Here is my mongo cluster (sharding with set) configuration.
replica sets:
rs0 - IP1, IP2, IP3 || port - 27017
rs1 - IP4, IP5, IP6 || port - 27017
config server replica set - IP7, IP8, IP9 || port - 26017
mongos - IP7, IP8, IP9 || port - 26000
This is a test setup and the configuration was setup using IPs(not hostnames). Unfortunately, all host were down following a maintenance & all host IPs changed when we brought the nodes up. Obviously replica set(mongod), config server(mongod) and mongos didn't come up due to unreachable IP addresses.
To bring up the setup, I did the following
- Updated replica set host IP addresses following https://www.mongodb.com/docs/v4.2/tutorial/change-hostnames-in-a-replica-set/
- Updated config server replica set host IPs following the same mongo document. Started mongod services w/o sharding.
- Didn't find any proper documentation around changing config server & mongos IP address/hostname change. On config server replica set, updated "shards" collection in config db.
cfg1 = db.shards.findOne( { "_id": "rs0" } )
cfg1.host = "rs0/new_IP1:27017,new_IP2:27017,new_IP3:27017"
db.shards.update({ "_id" : "rs0" } , cfg1 )
cfg2 = db.shards.findOne( { "_id": "rs1" } )
cfg2.host = "rs1/new_IP3:27017,new_IP4:27017,new_IP5:27017"
db.shards.update({ "_id" : "rs1" } , cfg2 )
- Started config server and mongos properly.
- Now restarting replicaset members to make use of shading.
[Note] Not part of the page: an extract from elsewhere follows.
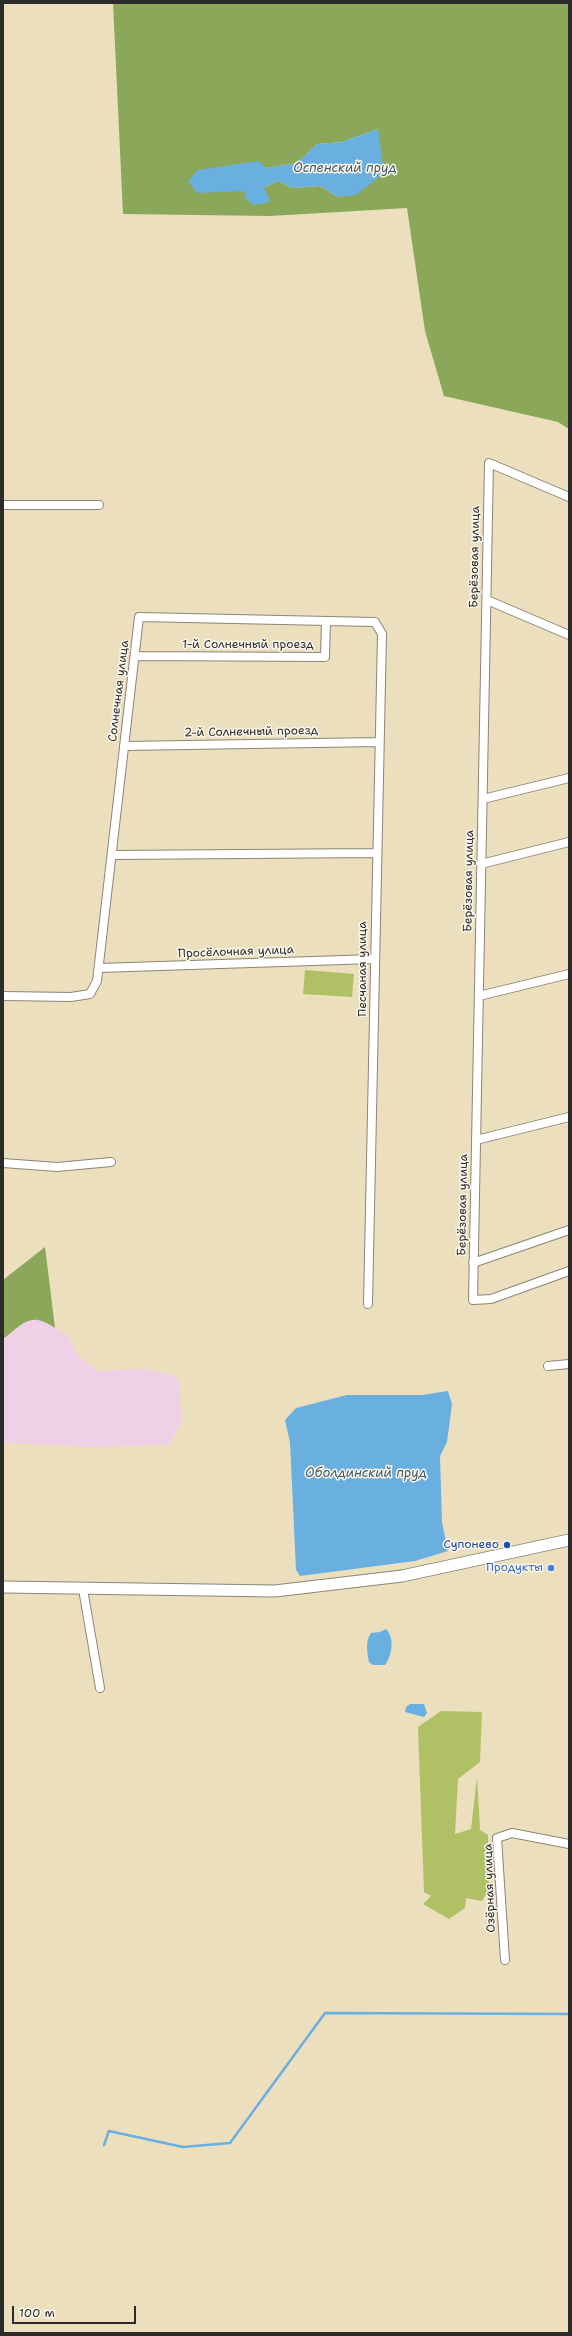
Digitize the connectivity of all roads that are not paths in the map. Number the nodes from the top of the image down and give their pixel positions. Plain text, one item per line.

However the replica set mongod processes are not starting citing references to old config server replica set IPs. Following error I am getting on mongod.log.
2022-05-17T21:20:39.654+0530 W SHARDING [initandlisten] Error initializing sharding state, sleeping for 2 seconds and trying again :: caused by :: FailedToSatisfyReadPreference: Error loading clusterID :: caused by :: Could not find host matching read preference { mode: "nearest" } for set csrs
2022-05-17T21:20:40.154+0530 I ASIO [ReplicaSetMonitor-TaskExecutor] Connecting to x.x.x.x:26017
2022-05-17T21:20:41.655+0530 I ASIO [ReplicaSetMonitor-TaskExecutor] Connecting to y.y.y.y:26017
2022-05-17T21:20:42.660+0530 I ASIO [ReplicaSetMonitor-TaskExecutor] Failed to connect to z.z.z.z:26017 - HostUnreachable: Error connecting to 10.0.13.206:26017 :: caused by :: No route to host
I couldn't find any help on web to recover from this scenario. Requesting assistance in recovering the setup without loosing any data as we have loaded TBs of data on this cluster.